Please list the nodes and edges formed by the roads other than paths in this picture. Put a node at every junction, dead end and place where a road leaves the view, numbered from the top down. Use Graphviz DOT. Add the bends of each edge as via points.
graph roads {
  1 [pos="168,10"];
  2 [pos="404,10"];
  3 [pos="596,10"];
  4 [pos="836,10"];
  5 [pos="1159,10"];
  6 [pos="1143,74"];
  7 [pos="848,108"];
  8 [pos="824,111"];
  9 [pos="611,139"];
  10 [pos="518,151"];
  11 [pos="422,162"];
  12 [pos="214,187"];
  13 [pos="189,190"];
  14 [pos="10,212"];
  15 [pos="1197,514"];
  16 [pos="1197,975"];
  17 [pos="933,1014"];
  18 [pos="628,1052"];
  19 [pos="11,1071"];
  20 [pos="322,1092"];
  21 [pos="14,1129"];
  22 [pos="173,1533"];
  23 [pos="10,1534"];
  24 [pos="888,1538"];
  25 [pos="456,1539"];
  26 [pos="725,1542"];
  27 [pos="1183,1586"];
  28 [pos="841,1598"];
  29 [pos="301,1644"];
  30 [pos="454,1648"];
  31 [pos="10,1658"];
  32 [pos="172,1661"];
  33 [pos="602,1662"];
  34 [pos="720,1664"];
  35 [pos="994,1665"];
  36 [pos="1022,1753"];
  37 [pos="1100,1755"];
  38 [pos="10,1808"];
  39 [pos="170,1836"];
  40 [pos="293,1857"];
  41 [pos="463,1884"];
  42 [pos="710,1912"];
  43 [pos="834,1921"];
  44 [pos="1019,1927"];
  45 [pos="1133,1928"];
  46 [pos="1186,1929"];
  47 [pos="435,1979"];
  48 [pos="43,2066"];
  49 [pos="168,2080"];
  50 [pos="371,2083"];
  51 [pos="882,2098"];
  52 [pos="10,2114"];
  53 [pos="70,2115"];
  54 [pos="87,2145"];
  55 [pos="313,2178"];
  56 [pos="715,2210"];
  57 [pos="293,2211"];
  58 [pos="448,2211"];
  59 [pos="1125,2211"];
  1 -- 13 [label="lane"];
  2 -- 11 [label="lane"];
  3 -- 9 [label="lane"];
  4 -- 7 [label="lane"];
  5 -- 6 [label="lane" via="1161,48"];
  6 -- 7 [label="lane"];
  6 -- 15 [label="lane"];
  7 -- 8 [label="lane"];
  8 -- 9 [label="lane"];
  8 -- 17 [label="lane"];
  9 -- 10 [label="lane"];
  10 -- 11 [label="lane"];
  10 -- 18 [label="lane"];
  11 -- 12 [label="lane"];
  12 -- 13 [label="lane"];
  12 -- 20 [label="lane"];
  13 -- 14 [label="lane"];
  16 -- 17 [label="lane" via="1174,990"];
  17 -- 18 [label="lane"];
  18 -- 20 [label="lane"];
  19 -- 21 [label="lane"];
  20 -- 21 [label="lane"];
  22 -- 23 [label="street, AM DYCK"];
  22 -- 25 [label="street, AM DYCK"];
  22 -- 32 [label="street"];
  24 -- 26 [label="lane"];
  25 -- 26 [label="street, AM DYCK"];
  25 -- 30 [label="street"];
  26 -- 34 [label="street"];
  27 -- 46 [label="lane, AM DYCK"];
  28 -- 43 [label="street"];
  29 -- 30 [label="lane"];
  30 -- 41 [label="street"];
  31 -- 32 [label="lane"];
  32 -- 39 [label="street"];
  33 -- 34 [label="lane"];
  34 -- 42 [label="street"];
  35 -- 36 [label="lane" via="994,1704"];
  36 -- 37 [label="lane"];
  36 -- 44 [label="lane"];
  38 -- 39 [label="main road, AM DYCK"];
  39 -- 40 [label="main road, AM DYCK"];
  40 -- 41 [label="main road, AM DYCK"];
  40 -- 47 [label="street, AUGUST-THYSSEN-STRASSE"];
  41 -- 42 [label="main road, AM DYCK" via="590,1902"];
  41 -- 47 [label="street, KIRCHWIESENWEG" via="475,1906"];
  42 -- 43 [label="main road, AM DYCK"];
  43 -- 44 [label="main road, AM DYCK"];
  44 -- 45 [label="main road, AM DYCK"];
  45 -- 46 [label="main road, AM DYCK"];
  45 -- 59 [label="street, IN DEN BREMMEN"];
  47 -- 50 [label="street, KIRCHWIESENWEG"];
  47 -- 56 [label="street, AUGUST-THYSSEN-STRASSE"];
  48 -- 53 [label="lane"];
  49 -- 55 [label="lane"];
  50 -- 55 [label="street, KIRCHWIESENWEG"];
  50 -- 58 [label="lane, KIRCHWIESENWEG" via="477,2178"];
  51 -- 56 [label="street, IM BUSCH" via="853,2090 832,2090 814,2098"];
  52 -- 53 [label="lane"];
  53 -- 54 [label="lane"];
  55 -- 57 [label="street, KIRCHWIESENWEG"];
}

______________________________

**WHAT YOU NEED TO DO**: Every entry should be printed again exactly as it stands.

**SOLUTION TO THIS PROBLEM**:
Please list the nodes and edges formed by the roads other than paths in this picture. Put a node at every junction, dead end and place where a road leaves the view, numbered from the top down. Use Graphviz DOT. Add the bends of each edge as via points.
graph roads {
  1 [pos="168,10"];
  2 [pos="404,10"];
  3 [pos="596,10"];
  4 [pos="836,10"];
  5 [pos="1159,10"];
  6 [pos="1143,74"];
  7 [pos="848,108"];
  8 [pos="824,111"];
  9 [pos="611,139"];
  10 [pos="518,151"];
  11 [pos="422,162"];
  12 [pos="214,187"];
  13 [pos="189,190"];
  14 [pos="10,212"];
  15 [pos="1197,514"];
  16 [pos="1197,975"];
  17 [pos="933,1014"];
  18 [pos="628,1052"];
  19 [pos="11,1071"];
  20 [pos="322,1092"];
  21 [pos="14,1129"];
  22 [pos="173,1533"];
  23 [pos="10,1534"];
  24 [pos="888,1538"];
  25 [pos="456,1539"];
  26 [pos="725,1542"];
  27 [pos="1183,1586"];
  28 [pos="841,1598"];
  29 [pos="301,1644"];
  30 [pos="454,1648"];
  31 [pos="10,1658"];
  32 [pos="172,1661"];
  33 [pos="602,1662"];
  34 [pos="720,1664"];
  35 [pos="994,1665"];
  36 [pos="1022,1753"];
  37 [pos="1100,1755"];
  38 [pos="10,1808"];
  39 [pos="170,1836"];
  40 [pos="293,1857"];
  41 [pos="463,1884"];
  42 [pos="710,1912"];
  43 [pos="834,1921"];
  44 [pos="1019,1927"];
  45 [pos="1133,1928"];
  46 [pos="1186,1929"];
  47 [pos="435,1979"];
  48 [pos="43,2066"];
  49 [pos="168,2080"];
  50 [pos="371,2083"];
  51 [pos="882,2098"];
  52 [pos="10,2114"];
  53 [pos="70,2115"];
  54 [pos="87,2145"];
  55 [pos="313,2178"];
  56 [pos="715,2210"];
  57 [pos="293,2211"];
  58 [pos="448,2211"];
  59 [pos="1125,2211"];
  1 -- 13 [label="lane"];
  2 -- 11 [label="lane"];
  3 -- 9 [label="lane"];
  4 -- 7 [label="lane"];
  5 -- 6 [label="lane" via="1161,48"];
  6 -- 7 [label="lane"];
  6 -- 15 [label="lane"];
  7 -- 8 [label="lane"];
  8 -- 9 [label="lane"];
  8 -- 17 [label="lane"];
  9 -- 10 [label="lane"];
  10 -- 11 [label="lane"];
  10 -- 18 [label="lane"];
  11 -- 12 [label="lane"];
  12 -- 13 [label="lane"];
  12 -- 20 [label="lane"];
  13 -- 14 [label="lane"];
  16 -- 17 [label="lane" via="1174,990"];
  17 -- 18 [label="lane"];
  18 -- 20 [label="lane"];
  19 -- 21 [label="lane"];
  20 -- 21 [label="lane"];
  22 -- 23 [label="street, AM DYCK"];
  22 -- 25 [label="street, AM DYCK"];
  22 -- 32 [label="street"];
  24 -- 26 [label="lane"];
  25 -- 26 [label="street, AM DYCK"];
  25 -- 30 [label="street"];
  26 -- 34 [label="street"];
  27 -- 46 [label="lane, AM DYCK"];
  28 -- 43 [label="street"];
  29 -- 30 [label="lane"];
  30 -- 41 [label="street"];
  31 -- 32 [label="lane"];
  32 -- 39 [label="street"];
  33 -- 34 [label="lane"];
  34 -- 42 [label="street"];
  35 -- 36 [label="lane" via="994,1704"];
  36 -- 37 [label="lane"];
  36 -- 44 [label="lane"];
  38 -- 39 [label="main road, AM DYCK"];
  39 -- 40 [label="main road, AM DYCK"];
  40 -- 41 [label="main road, AM DYCK"];
  40 -- 47 [label="street, AUGUST-THYSSEN-STRASSE"];
  41 -- 42 [label="main road, AM DYCK" via="590,1902"];
  41 -- 47 [label="street, KIRCHWIESENWEG" via="475,1906"];
  42 -- 43 [label="main road, AM DYCK"];
  43 -- 44 [label="main road, AM DYCK"];
  44 -- 45 [label="main road, AM DYCK"];
  45 -- 46 [label="main road, AM DYCK"];
  45 -- 59 [label="street, IN DEN BREMMEN"];
  47 -- 50 [label="street, KIRCHWIESENWEG"];
  47 -- 56 [label="street, AUGUST-THYSSEN-STRASSE"];
  48 -- 53 [label="lane"];
  49 -- 55 [label="lane"];
  50 -- 55 [label="street, KIRCHWIESENWEG"];
  50 -- 58 [label="lane, KIRCHWIESENWEG" via="477,2178"];
  51 -- 56 [label="street, IM BUSCH" via="853,2090 832,2090 814,2098"];
  52 -- 53 [label="lane"];
  53 -- 54 [label="lane"];
  55 -- 57 [label="street, KIRCHWIESENWEG"];
}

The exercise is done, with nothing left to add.